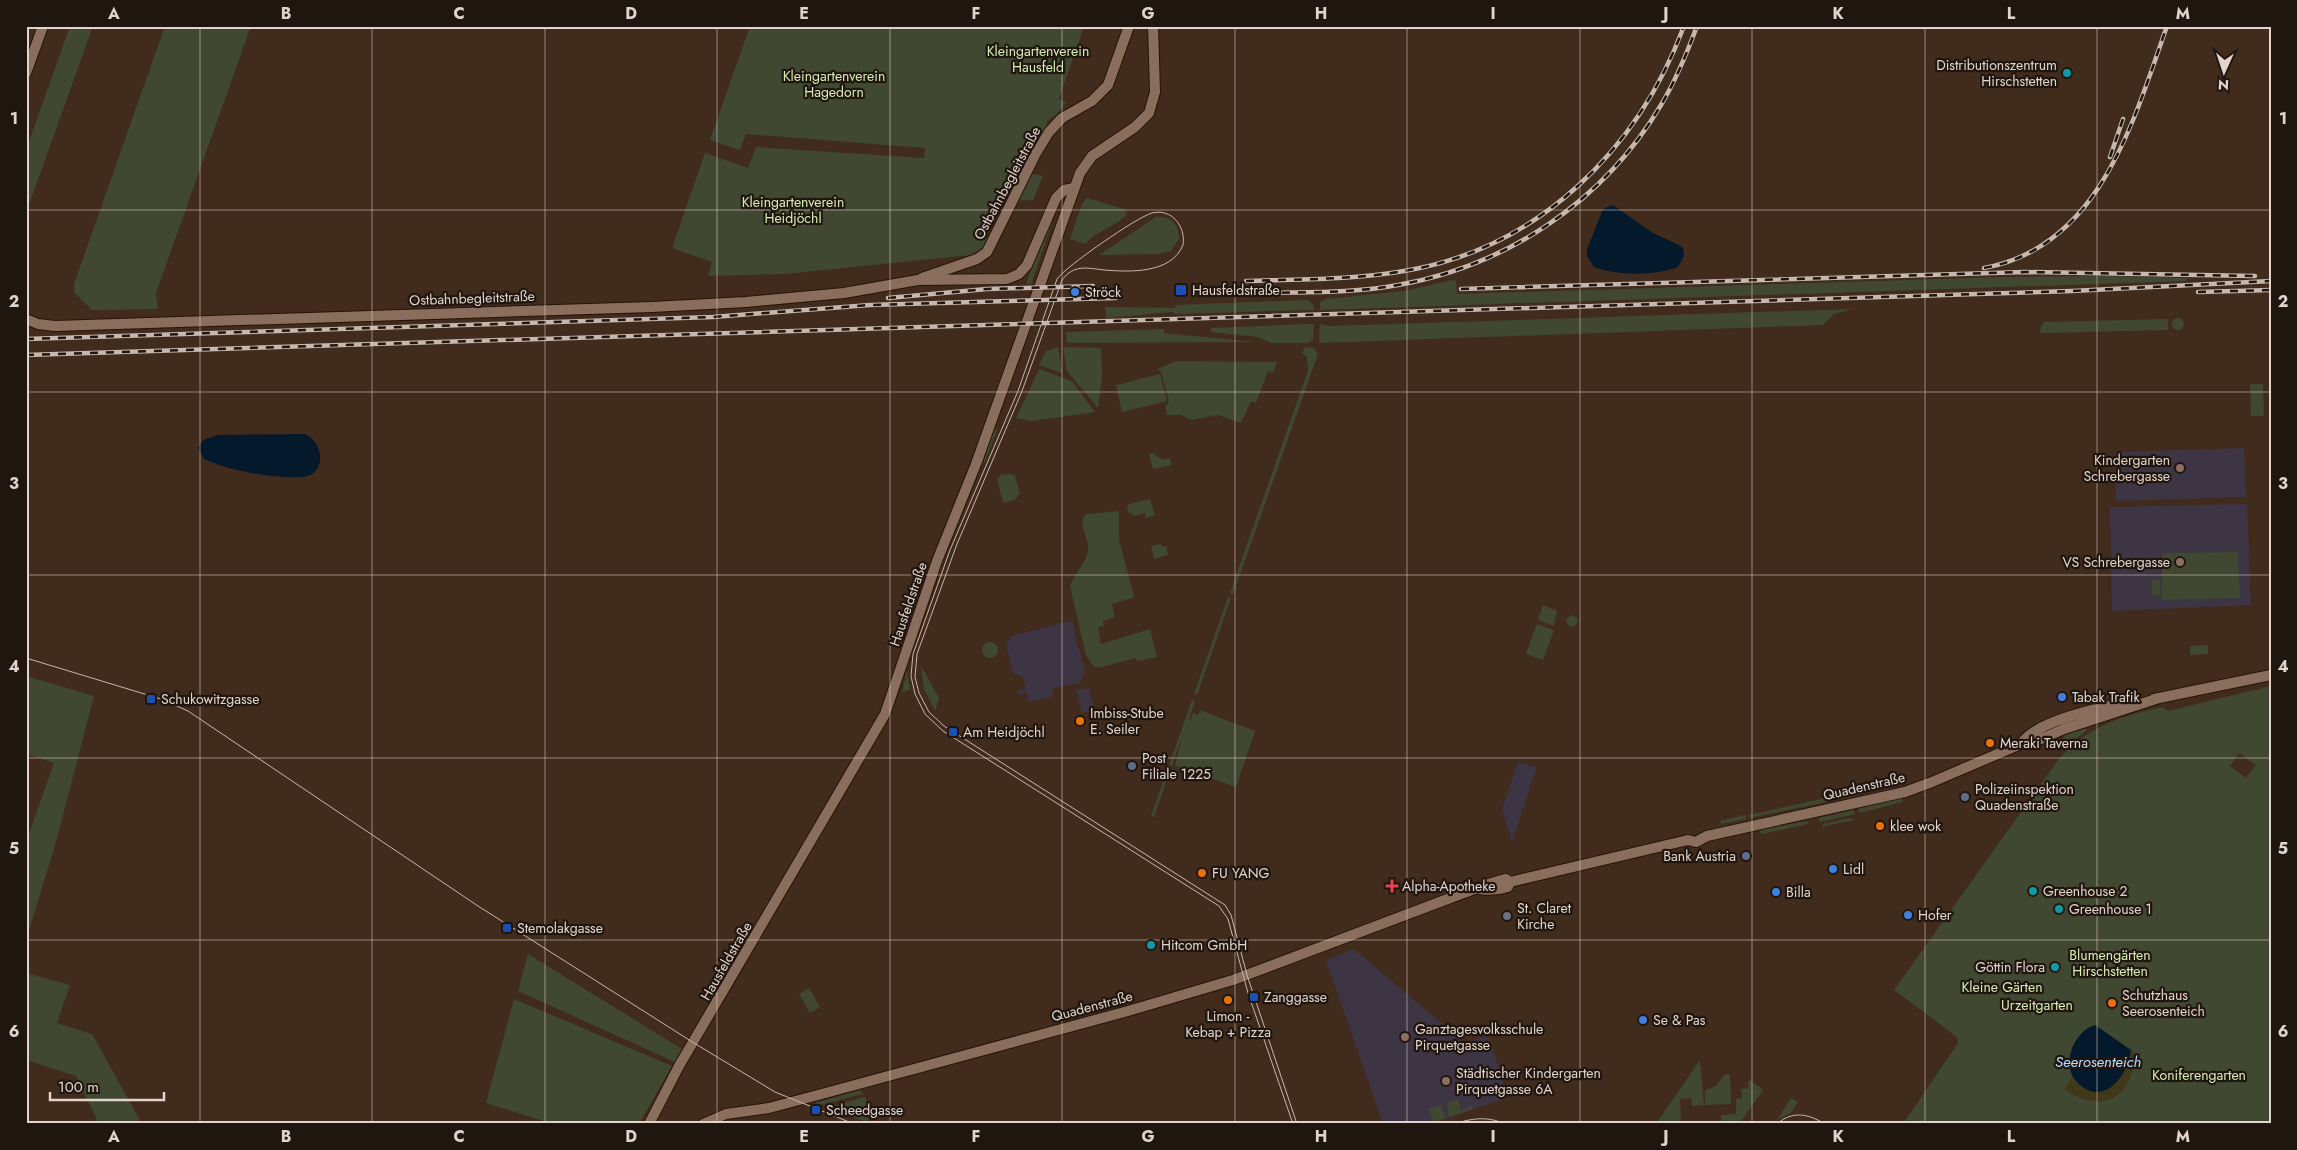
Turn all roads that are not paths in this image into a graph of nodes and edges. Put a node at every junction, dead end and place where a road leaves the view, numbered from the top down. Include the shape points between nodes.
1 (43, 26) edge
2 (1129, 26) edge
3 (1153, 26) edge
4 (26, 73) edge
5 (1074, 188) junction
6 (918, 280) junction
7 (26, 319) edge
8 (2271, 675) edge
9 (649, 1124) edge
10 (703, 1124) edge

1 - 4 street
2 - 6 street, Ostbahnbegleitstraße via 1108,85 1092,101 1062,118 1049,132 987,252
3 - 5 street, Hausfeldstraße via 1155,92 1149,113 1092,156
5 - 6 street, Ostbahnbegleitstraße via 1064,190 1054,201 1027,265 1014,277 984,281
5 - 9 street, Hausfeldstraße via 976,464 937,561 887,709
6 - 7 street, Ostbahnbegleitstraße via 844,293 652,307 55,326
8 - 10 street, Quadenstraße via 2072,715 2026,736 2021,744 1905,792 1707,836 1701,832 1688,840 1510,882 1506,879 1490,883 1233,980 794,1102 726,1114

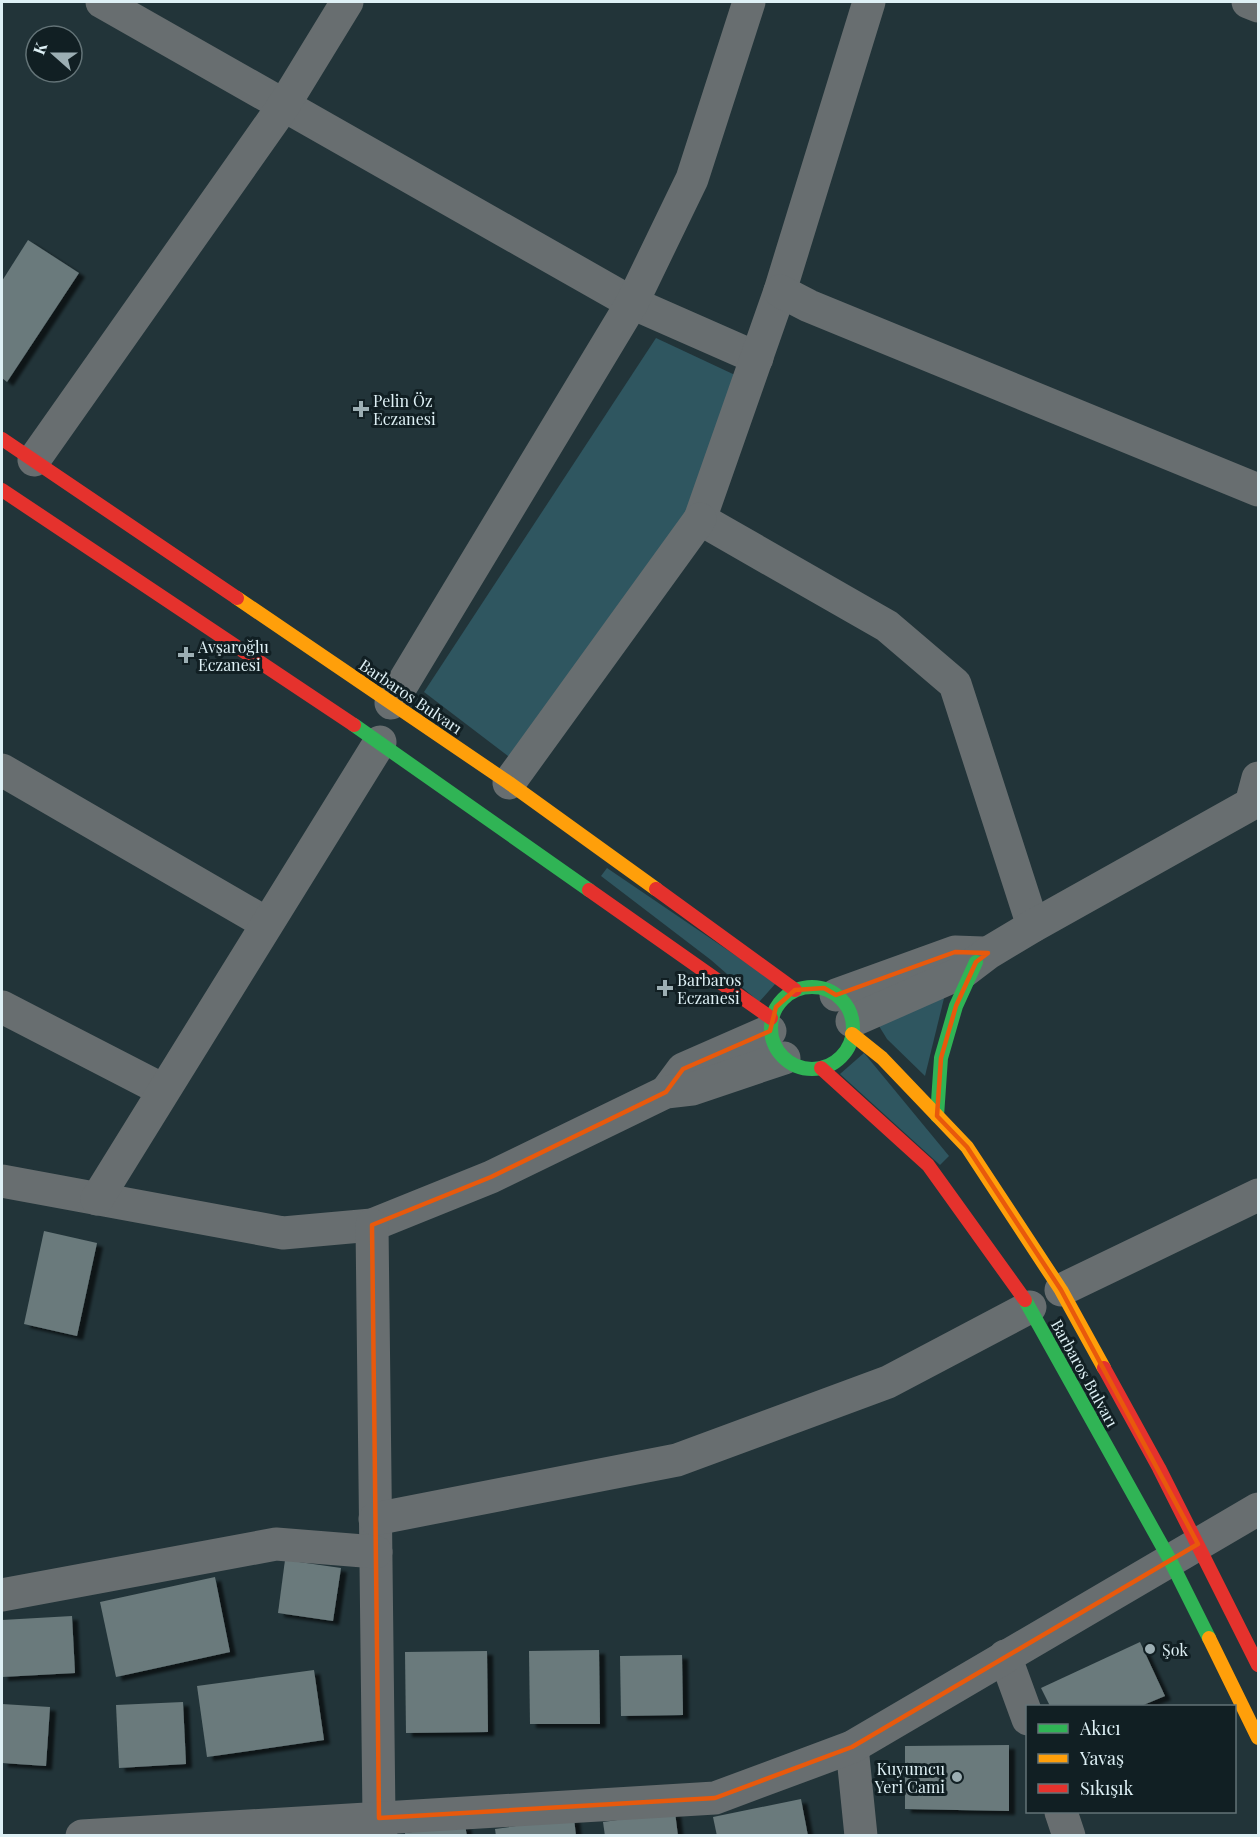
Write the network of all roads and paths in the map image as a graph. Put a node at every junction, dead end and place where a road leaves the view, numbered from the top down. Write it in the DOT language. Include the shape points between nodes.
graph roads {
  1 [pos="102,2"];
  2 [pos="347,2"];
  3 [pos="749,2"];
  4 [pos="869,2"];
  5 [pos="1248,2"];
  6 [pos="1258,6"];
  7 [pos="284,105"];
  8 [pos="780,291"];
  9 [pos="632,303"];
  10 [pos="757,358"];
  11 [pos="2,438"];
  12 [pos="34,460"];
  13 [pos="1258,490"];
  14 [pos="5,500"];
  15 [pos="700,519"];
  16 [pos="391,703"];
  17 [pos="380,742"];
  18 [pos="2,770"];
  19 [pos="509,783"];
  20 [pos="1256,796"];
  21 [pos="266,923"];
  22 [pos="1033,926"];
  23 [pos="982,957"];
  24 [pos="795,990"];
  25 [pos="2,1007"];
  26 [pos="847,1017"];
  27 [pos="775,1036"];
  28 [pos="821,1068"];
  29 [pos="163,1090"];
  30 [pos="937,1116"];
  31 [pos="2,1181"];
  32 [pos="1258,1196"];
  33 [pos="97,1199"];
  34 [pos="372,1225"];
  35 [pos="1061,1290"];
  36 [pos="1030,1307"];
  37 [pos="1258,1509"];
  38 [pos="375,1518"];
  39 [pos="1198,1544"];
  40 [pos="376,1552"];
  41 [pos="1170,1560"];
  42 [pos="2,1595"];
  43 [pos="1005,1656"];
  44 [pos="1258,1665"];
  45 [pos="1026,1714"];
  46 [pos="1258,1738"];
  47 [pos="852,1747"];
  48 [pos="1061,1813"];
  49 [pos="380,1827"];
  50 [pos="82,1836"];
  51 [pos="861,1836"];
  52 [pos="1069,1836"];
  1 -- 7 [label="street"];
  2 -- 7 [label="street"];
  3 -- 9 [label="street" via="692,179"];
  4 -- 8 [label="street"];
  5 -- 6 [label="street"];
  7 -- 9 [label="street"];
  7 -- 12 [label="street"];
  8 -- 10 [label="street"];
  8 -- 13 [label="street"];
  9 -- 10 [label="street"];
  9 -- 16 [label="street"];
  10 -- 15 [label="street"];
  11 -- 12 [label="street, Barbaros Bulvarı"];
  12 -- 16 [label="street, Barbaros Bulvarı"];
  14 -- 17 [label="street"];
  15 -- 19 [label="street"];
  15 -- 22 [label="street" via="887,626 956,684"];
  16 -- 19 [label="street, Barbaros Bulvarı"];
  17 -- 21 [label="street"];
  17 -- 27 [label="street"];
  18 -- 21 [label="street"];
  19 -- 24 [label="street, Barbaros Bulvarı"];
  20 -- 22 [label="street"];
  21 -- 29 [label="street"];
  22 -- 23 [label="street"];
  23 -- 26 [label="street" via="963,972"];
  23 -- 30 [label="street" via="956,1006 941,1058"];
  24 -- 26 [label="street" via="824,988"];
  24 -- 27 [label="street" via="785,997"];
  25 -- 29 [label="street"];
  26 -- 28 [label="street" via="842,1056"];
  26 -- 30 [label="street, Barbaros Bulvarı"];
  27 -- 28 [label="street" via="801,1067"];
  27 -- 34 [label="street" via="683,1069 666,1092 491,1178"];
  28 -- 36 [label="street, Barbaros Bulvarı" via="928,1166"];
  29 -- 33 [label="street"];
  30 -- 35 [label="street, Barbaros Bulvarı" via="967,1147"];
  31 -- 33 [label="street"];
  32 -- 35 [label="street"];
  33 -- 34 [label="street" via="283,1233"];
  34 -- 38 [label="street"];
  35 -- 39 [label="street, Barbaros Bulvarı"];
  36 -- 38 [label="street" via="888,1382 677,1460"];
  36 -- 41 [label="street, Barbaros Bulvarı"];
  37 -- 39 [label="street"];
  38 -- 40 [label="street"];
  39 -- 41 [label="street"];
  39 -- 44 [label="street, Barbaros Bulvarı"];
  40 -- 42 [label="street" via="276,1544"];
  40 -- 49 [label="street"];
  41 -- 43 [label="street"];
  41 -- 46 [label="street, Barbaros Bulvarı"];
  43 -- 45 [label="street"];
  43 -- 47 [label="street"];
  47 -- 49 [label="street" via="715,1798"];
  47 -- 51 [label="street"];
  48 -- 52 [label="street"];
  49 -- 50 [label="street"];
}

****************

▶ [Exercise]
Would you write out the material above in full, exactly as given, except for its pictures?

▶ [Task output]
Turn all roads that are not paths in this image into a graph of nodes and edges. Put a node at every junction, dead end and place where a road leaves the view, numbered from the top down. Include the shape points between nodes.
1 (43, 26) edge
2 (1129, 26) edge
3 (1153, 26) edge
4 (26, 73) edge
5 (1074, 188) junction
6 (918, 280) junction
7 (26, 319) edge
8 (2271, 675) edge
9 (649, 1124) edge
10 (703, 1124) edge

1 - 4 street
2 - 6 street, Ostbahnbegleitstraße via 1108,85 1092,101 1062,118 1049,132 987,252
3 - 5 street, Hausfeldstraße via 1155,92 1149,113 1092,156
5 - 6 street, Ostbahnbegleitstraße via 1064,190 1054,201 1027,265 1014,277 984,281
5 - 9 street, Hausfeldstraße via 976,464 937,561 887,709
6 - 7 street, Ostbahnbegleitstraße via 844,293 652,307 55,326
8 - 10 street, Quadenstraße via 2072,715 2026,736 2021,744 1905,792 1707,836 1701,832 1688,840 1510,882 1506,879 1490,883 1233,980 794,1102 726,1114

Write the network of all roads and paths in the map image as a graph. Put a node at every junction, dead end and place where a road leaves the view, numbered from the top down. Write it in the DOT language. Include the shape points between nodes.
graph roads {
  1 [pos="102,2"];
  2 [pos="347,2"];
  3 [pos="749,2"];
  4 [pos="869,2"];
  5 [pos="1248,2"];
  6 [pos="1258,6"];
  7 [pos="284,105"];
  8 [pos="780,291"];
  9 [pos="632,303"];
  10 [pos="757,358"];
  11 [pos="2,438"];
  12 [pos="34,460"];
  13 [pos="1258,490"];
  14 [pos="5,500"];
  15 [pos="700,519"];
  16 [pos="391,703"];
  17 [pos="380,742"];
  18 [pos="2,770"];
  19 [pos="509,783"];
  20 [pos="1256,796"];
  21 [pos="266,923"];
  22 [pos="1033,926"];
  23 [pos="982,957"];
  24 [pos="795,990"];
  25 [pos="2,1007"];
  26 [pos="847,1017"];
  27 [pos="775,1036"];
  28 [pos="821,1068"];
  29 [pos="163,1090"];
  30 [pos="937,1116"];
  31 [pos="2,1181"];
  32 [pos="1258,1196"];
  33 [pos="97,1199"];
  34 [pos="372,1225"];
  35 [pos="1061,1290"];
  36 [pos="1030,1307"];
  37 [pos="1258,1509"];
  38 [pos="375,1518"];
  39 [pos="1198,1544"];
  40 [pos="376,1552"];
  41 [pos="1170,1560"];
  42 [pos="2,1595"];
  43 [pos="1005,1656"];
  44 [pos="1258,1665"];
  45 [pos="1026,1714"];
  46 [pos="1258,1738"];
  47 [pos="852,1747"];
  48 [pos="1061,1813"];
  49 [pos="380,1827"];
  50 [pos="82,1836"];
  51 [pos="861,1836"];
  52 [pos="1069,1836"];
  1 -- 7 [label="street"];
  2 -- 7 [label="street"];
  3 -- 9 [label="street" via="692,179"];
  4 -- 8 [label="street"];
  5 -- 6 [label="street"];
  7 -- 9 [label="street"];
  7 -- 12 [label="street"];
  8 -- 10 [label="street"];
  8 -- 13 [label="street"];
  9 -- 10 [label="street"];
  9 -- 16 [label="street"];
  10 -- 15 [label="street"];
  11 -- 12 [label="street, Barbaros Bulvarı"];
  12 -- 16 [label="street, Barbaros Bulvarı"];
  14 -- 17 [label="street"];
  15 -- 19 [label="street"];
  15 -- 22 [label="street" via="887,626 956,684"];
  16 -- 19 [label="street, Barbaros Bulvarı"];
  17 -- 21 [label="street"];
  17 -- 27 [label="street"];
  18 -- 21 [label="street"];
  19 -- 24 [label="street, Barbaros Bulvarı"];
  20 -- 22 [label="street"];
  21 -- 29 [label="street"];
  22 -- 23 [label="street"];
  23 -- 26 [label="street" via="963,972"];
  23 -- 30 [label="street" via="956,1006 941,1058"];
  24 -- 26 [label="street" via="824,988"];
  24 -- 27 [label="street" via="785,997"];
  25 -- 29 [label="street"];
  26 -- 28 [label="street" via="842,1056"];
  26 -- 30 [label="street, Barbaros Bulvarı"];
  27 -- 28 [label="street" via="801,1067"];
  27 -- 34 [label="street" via="683,1069 666,1092 491,1178"];
  28 -- 36 [label="street, Barbaros Bulvarı" via="928,1166"];
  29 -- 33 [label="street"];
  30 -- 35 [label="street, Barbaros Bulvarı" via="967,1147"];
  31 -- 33 [label="street"];
  32 -- 35 [label="street"];
  33 -- 34 [label="street" via="283,1233"];
  34 -- 38 [label="street"];
  35 -- 39 [label="street, Barbaros Bulvarı"];
  36 -- 38 [label="street" via="888,1382 677,1460"];
  36 -- 41 [label="street, Barbaros Bulvarı"];
  37 -- 39 [label="street"];
  38 -- 40 [label="street"];
  39 -- 41 [label="street"];
  39 -- 44 [label="street, Barbaros Bulvarı"];
  40 -- 42 [label="street" via="276,1544"];
  40 -- 49 [label="street"];
  41 -- 43 [label="street"];
  41 -- 46 [label="street, Barbaros Bulvarı"];
  43 -- 45 [label="street"];
  43 -- 47 [label="street"];
  47 -- 49 [label="street" via="715,1798"];
  47 -- 51 [label="street"];
  48 -- 52 [label="street"];
  49 -- 50 [label="street"];
}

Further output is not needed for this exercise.